Just as no home stays tidy on a daily basis, no home stays organized from year to year. My home needs a seasonal (every few months or so) going over to quickly re-evaluate storage areas. This is the time to reorganize cupboards, drawers, shelves, and closets and to get rid of the broken, worn out, outdated, and repetitive items. Here is what I do:

1. I pull out, throw out, and wipe out.
2. I put away what doesn’t belong there.
3. I pare down what I don’t need.
4. I decide on new or different storage containers if needed.
5. I arrange the keepers neatly back in place.

You will notice that this is the short list of how to get organized in the first place, my steps 1-4. Yes, the same thing needs to be done over and over again, except that it should be the quick version from now on.

Here is an example from my own home; a little reworking of two of my kitchen cupboards:This is a corner cupboard next to the stove and below my main counter work area. The door is only 12″ wide and very difficult to reach into. But I’m hoping to fit more casserole dishes inside because the current storage for my microwave-safe casseroles will become toy storage for baby grandson.

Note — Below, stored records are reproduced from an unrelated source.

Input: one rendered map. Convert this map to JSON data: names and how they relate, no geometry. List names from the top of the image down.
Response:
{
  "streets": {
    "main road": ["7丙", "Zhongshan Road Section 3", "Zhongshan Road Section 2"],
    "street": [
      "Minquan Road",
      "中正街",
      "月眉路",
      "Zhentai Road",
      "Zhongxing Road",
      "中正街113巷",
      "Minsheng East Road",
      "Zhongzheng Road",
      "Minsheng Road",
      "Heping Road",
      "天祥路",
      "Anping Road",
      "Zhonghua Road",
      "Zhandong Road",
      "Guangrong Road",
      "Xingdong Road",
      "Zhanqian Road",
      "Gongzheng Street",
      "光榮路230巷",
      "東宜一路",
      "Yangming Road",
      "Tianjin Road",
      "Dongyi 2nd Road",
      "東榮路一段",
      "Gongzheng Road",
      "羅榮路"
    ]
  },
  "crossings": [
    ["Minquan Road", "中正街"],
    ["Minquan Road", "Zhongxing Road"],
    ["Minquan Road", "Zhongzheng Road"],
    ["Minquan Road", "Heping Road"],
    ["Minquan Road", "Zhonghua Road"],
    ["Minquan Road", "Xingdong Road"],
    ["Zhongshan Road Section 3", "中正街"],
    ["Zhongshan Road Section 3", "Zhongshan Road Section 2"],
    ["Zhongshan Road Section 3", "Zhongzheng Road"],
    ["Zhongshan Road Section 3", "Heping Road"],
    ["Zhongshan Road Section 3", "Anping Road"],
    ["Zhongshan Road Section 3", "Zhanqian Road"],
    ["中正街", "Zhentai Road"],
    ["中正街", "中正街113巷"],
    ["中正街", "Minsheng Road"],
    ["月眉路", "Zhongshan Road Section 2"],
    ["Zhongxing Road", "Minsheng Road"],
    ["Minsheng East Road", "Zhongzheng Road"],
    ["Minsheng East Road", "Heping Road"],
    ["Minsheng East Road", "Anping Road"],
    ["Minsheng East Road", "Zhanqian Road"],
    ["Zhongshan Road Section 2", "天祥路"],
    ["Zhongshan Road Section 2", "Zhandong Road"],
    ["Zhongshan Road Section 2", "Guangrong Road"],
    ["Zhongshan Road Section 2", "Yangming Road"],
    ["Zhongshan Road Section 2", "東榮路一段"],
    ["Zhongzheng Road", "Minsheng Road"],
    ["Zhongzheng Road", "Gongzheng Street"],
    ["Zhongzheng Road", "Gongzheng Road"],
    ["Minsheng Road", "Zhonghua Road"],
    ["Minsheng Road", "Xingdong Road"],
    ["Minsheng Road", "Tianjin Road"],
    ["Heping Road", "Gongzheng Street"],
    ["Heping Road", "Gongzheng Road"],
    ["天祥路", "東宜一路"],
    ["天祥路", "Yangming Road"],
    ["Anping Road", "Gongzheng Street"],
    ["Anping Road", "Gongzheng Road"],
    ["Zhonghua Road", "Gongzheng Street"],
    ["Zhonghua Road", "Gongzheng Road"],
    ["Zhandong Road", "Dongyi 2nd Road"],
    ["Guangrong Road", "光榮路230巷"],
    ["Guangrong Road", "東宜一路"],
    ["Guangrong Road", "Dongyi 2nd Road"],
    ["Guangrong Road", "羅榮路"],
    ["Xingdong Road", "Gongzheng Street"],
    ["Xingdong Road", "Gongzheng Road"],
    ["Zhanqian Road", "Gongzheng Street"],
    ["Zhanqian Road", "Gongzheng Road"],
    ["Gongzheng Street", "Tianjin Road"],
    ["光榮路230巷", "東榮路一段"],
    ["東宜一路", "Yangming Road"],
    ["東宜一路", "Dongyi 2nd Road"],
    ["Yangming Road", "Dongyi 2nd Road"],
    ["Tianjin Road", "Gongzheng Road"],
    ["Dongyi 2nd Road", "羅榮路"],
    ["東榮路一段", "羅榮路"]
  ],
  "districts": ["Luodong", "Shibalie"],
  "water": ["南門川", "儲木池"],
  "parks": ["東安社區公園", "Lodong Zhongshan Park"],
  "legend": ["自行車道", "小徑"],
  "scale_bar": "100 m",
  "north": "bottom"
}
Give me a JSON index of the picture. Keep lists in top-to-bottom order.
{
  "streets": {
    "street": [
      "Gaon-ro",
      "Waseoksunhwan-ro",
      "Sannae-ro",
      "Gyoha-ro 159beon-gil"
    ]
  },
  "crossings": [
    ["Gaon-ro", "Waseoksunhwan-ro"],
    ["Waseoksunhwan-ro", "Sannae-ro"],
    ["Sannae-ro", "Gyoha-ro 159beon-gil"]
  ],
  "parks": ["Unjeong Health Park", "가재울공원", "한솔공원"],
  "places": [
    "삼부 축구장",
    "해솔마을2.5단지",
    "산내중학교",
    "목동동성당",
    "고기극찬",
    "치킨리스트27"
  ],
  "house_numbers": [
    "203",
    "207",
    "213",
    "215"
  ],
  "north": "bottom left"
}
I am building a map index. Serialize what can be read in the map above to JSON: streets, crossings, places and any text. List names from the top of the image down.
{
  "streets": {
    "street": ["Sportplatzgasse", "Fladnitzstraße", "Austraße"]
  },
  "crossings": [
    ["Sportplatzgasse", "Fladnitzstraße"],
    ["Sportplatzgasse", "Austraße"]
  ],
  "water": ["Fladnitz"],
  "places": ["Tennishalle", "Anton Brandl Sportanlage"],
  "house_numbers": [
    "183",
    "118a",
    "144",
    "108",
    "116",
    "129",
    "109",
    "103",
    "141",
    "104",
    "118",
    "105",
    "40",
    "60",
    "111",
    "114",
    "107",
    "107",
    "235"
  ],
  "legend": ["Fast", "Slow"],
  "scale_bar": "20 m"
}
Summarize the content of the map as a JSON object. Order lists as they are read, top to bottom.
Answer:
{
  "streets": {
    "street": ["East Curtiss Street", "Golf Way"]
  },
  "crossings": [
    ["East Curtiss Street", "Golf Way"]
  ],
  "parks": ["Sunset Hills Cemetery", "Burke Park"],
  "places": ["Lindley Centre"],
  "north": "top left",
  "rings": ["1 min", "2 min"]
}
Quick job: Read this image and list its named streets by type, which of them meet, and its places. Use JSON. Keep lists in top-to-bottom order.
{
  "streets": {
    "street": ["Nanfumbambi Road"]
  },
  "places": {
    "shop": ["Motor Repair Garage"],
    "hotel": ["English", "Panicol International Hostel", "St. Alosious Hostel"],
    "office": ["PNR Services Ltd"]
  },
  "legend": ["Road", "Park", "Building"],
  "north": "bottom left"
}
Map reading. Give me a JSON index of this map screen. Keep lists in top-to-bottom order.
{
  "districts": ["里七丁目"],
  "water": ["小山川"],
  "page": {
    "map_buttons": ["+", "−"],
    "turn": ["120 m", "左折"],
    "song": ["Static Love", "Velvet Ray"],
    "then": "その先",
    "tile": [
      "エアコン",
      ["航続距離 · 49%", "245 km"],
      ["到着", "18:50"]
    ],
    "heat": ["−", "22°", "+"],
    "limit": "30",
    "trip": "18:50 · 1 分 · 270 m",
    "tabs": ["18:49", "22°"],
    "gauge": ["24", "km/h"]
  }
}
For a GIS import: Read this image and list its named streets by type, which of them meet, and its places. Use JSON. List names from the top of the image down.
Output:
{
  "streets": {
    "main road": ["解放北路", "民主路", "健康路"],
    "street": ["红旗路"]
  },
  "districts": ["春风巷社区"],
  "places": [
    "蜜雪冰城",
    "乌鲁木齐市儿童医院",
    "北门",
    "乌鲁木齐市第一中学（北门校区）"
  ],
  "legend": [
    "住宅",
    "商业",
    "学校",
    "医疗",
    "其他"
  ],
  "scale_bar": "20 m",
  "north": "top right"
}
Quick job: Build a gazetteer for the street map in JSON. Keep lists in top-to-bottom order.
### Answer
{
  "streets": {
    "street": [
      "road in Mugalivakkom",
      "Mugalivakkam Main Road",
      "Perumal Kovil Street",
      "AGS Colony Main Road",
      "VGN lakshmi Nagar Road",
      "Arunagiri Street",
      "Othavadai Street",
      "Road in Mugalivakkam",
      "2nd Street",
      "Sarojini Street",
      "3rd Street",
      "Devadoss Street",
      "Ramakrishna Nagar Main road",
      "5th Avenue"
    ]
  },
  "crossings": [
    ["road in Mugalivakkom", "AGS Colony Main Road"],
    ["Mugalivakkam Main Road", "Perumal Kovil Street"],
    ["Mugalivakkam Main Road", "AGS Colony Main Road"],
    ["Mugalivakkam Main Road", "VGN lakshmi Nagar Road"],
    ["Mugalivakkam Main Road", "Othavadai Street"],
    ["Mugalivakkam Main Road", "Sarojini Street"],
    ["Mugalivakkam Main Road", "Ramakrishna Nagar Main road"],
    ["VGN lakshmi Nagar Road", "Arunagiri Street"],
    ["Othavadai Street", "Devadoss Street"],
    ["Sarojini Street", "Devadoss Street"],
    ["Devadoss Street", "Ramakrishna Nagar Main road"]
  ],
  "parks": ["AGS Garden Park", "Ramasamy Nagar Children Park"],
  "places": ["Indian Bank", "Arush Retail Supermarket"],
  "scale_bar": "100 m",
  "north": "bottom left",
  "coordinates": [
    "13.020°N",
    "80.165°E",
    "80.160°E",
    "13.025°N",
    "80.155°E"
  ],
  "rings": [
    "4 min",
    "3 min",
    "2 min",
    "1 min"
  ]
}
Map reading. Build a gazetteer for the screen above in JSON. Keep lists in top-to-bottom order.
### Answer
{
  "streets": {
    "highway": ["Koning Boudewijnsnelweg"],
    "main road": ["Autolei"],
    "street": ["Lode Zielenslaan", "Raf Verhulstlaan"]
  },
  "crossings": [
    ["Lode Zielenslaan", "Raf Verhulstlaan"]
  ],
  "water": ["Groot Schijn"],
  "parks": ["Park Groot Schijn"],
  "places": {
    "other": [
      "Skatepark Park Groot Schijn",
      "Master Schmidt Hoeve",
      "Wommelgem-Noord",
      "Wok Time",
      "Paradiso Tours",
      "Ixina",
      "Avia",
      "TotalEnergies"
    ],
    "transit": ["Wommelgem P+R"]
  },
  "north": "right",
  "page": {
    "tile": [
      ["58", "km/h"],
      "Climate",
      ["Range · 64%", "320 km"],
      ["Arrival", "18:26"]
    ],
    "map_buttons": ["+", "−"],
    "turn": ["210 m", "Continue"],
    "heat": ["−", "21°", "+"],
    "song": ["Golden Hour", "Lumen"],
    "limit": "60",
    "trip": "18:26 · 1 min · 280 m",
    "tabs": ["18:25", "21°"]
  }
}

This is the high cupboard above the refrigerator. It doesn’t have much in it.

1. I pull out, throw out, wipe out:I emptied both cupboards onto the kitchen counter, then I wiped the shelves clean.

2. I put away what doesn’t belong there:I decided these items could easily be stored above the refrigerator, rather than in the more convenient lower corner cupboard. Even though it is hard to reach above the refrigerator, most of these pieces are used only seasonally so they don’t need to be taking up the lower cupboard space.
3. I pare down what I don’t need:On further thought, I decided I don’t use these pieces enough, or like them enough, to keep them around any longer. Most will go in the garage sale boxes; one is trash (can you guess which?)
4. I decide on new or different storage containers if needed:
In this case, I don’t need any storage containers since this was mainly a reorganization project.

5. I arrange the keepers neatly back in place:The corner cupboard now holds all my casserole dishes and baking dishes: 5 glass and ceramic casseroles, 2 bread pans, 3 9″x13″ baking dishes, 1 roasting pan, 6 pie plates, 3 round cake pans, 2 rectangle cake pans, 3 mini muffin pans, and 2 cast iron skillets.

The cupboard over the refrigerator now stores my seasonal pieces: a bundt pan, a springform pan, a chafing dish, a decorative ceramic mold, a Swedish cake pan, 5 mini loaf pans, a gingerbread house mold, a ceramic shortbread mold, and a bag of Tupperware popsicle molds. With a step stool, I can easily access them for the one or two times a year that I use them.

Every time I go through this process, the hardest step for me is #3, paring down what I don’t need. I still struggle with keeping and accumulating too much. It’s an emotional thing to get rid of what I no longer need: What if I need it later? What if someone I love might need it later? What if I never find one again if I need it? Eventually, I learned that I should keep only two types of items: Items that are used at least once a year, and very special mementos. The rest I make myself let go of, and I found my life to be more calm and less stressful. I much prefer it that way.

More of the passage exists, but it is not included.